In der Dezember-Sitzung des Kirchenvorstandes wurde die Kirchgemeindeversammlung ausgewertet, die Klausurtagung des Kirchenvorstandes am 24.1.26 präzisiert und das Architekturbüro Julia Trinks (Dohna) mit der Grobkostenschätzung für das Wirtschafts- und Sozialgebäude des Friedhofes Graupa beauftragt. Es wurde der Verfahrensweg für eine notwendige Reparatur an der Fassade des Pfarrhauses Liebethal festgelegt. Außerdem wurde die Stellungnahme des Kirchenvorstandes zur Zielstruktur und Kompetenzverteilung innerhalb des Kirchgemeindebundes präzisiert. Der Mitarbeiterabend am 18.1.2026 wurde besprochen so wie die Gemeinderüstzeit im Herbst 2027 für die Planung in den Blick genommen.

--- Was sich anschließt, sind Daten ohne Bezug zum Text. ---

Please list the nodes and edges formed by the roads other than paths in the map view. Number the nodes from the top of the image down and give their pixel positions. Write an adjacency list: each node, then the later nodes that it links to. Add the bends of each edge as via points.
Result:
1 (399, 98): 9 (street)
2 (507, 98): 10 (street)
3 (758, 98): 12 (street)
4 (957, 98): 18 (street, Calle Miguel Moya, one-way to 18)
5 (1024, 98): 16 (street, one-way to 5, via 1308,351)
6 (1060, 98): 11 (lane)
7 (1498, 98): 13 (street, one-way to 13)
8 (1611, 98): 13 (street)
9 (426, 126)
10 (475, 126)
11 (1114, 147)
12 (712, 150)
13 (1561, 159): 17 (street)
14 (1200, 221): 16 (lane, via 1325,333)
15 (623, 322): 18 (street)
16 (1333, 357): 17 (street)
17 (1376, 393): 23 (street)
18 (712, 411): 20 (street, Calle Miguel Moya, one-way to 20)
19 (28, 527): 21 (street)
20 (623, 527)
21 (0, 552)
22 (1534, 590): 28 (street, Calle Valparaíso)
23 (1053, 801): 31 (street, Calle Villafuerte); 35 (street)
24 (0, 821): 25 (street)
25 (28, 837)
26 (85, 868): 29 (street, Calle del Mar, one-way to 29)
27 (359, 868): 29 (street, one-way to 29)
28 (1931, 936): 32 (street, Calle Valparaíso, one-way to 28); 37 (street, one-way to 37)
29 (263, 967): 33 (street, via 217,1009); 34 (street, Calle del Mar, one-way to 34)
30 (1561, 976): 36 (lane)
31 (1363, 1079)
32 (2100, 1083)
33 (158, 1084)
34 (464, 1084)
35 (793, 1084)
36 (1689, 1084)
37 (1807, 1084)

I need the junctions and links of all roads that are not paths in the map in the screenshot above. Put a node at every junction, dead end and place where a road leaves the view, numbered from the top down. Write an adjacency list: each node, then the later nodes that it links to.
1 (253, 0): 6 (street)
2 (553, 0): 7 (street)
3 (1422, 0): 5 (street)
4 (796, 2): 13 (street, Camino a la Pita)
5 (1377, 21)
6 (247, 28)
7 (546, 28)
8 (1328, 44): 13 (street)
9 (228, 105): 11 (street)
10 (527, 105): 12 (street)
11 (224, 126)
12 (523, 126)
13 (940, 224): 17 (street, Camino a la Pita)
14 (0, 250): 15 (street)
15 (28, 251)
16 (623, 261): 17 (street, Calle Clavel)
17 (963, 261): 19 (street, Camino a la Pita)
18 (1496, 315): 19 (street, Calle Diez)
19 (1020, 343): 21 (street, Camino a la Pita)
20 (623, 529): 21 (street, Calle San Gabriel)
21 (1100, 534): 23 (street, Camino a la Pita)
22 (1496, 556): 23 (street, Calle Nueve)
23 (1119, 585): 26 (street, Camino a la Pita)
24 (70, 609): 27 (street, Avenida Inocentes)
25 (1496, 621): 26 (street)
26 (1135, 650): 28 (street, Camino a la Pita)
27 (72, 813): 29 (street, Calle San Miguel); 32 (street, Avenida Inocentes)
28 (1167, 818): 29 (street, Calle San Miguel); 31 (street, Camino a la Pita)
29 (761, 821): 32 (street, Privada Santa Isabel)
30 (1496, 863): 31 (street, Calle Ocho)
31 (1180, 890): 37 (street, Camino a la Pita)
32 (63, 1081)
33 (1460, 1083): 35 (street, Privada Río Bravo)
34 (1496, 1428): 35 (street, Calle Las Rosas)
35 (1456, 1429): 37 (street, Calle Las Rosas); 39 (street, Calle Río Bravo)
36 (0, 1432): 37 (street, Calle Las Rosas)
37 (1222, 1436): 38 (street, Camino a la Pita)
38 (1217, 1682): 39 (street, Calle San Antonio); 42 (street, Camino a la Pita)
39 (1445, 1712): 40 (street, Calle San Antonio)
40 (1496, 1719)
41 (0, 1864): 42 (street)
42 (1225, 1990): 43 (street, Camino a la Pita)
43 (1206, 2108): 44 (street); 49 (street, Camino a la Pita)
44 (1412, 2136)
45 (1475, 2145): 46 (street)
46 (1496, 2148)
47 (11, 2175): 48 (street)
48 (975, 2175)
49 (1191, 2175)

In der Januar-Sitzung gab es eine Auswertung der Weihnachtsgottesdienste, die von der Besucherzahl und den Kollekten über dem Durchschnitt der letzten zwölf Jahre lagen. Es wurde die Ausschreibung der Stellenbeschreibung einer/eines Gemeindekoordinators*in beschlossen, die in dieser Ausgabe des Gemeindebriefes und in der Vollform auf unserer Website erscheint. Der Kirchenvorstand hat mit Blick auf die Kirchenvorstandwahlen am 20.9.2026 eine Änderung des Ortsgesetzes zur Bildung des Kirchenvorstandes beschlossen. Zukünftig umfasst der Kirchenvorstand den Pfarrer und nicht mehr acht, sondern sieben Kirchvorsteher, von denen fünf zu wählen und zwei zu berufen sind.
Der Kirchenvorstand beauftragte das Ingenieurbüro Dr. Joachim Matthes (Dresden) mit der Erstellung eines Baugrundgutachtens für das Wirtschafts- und Sozialgebäude auf dem Friedhof Graupa.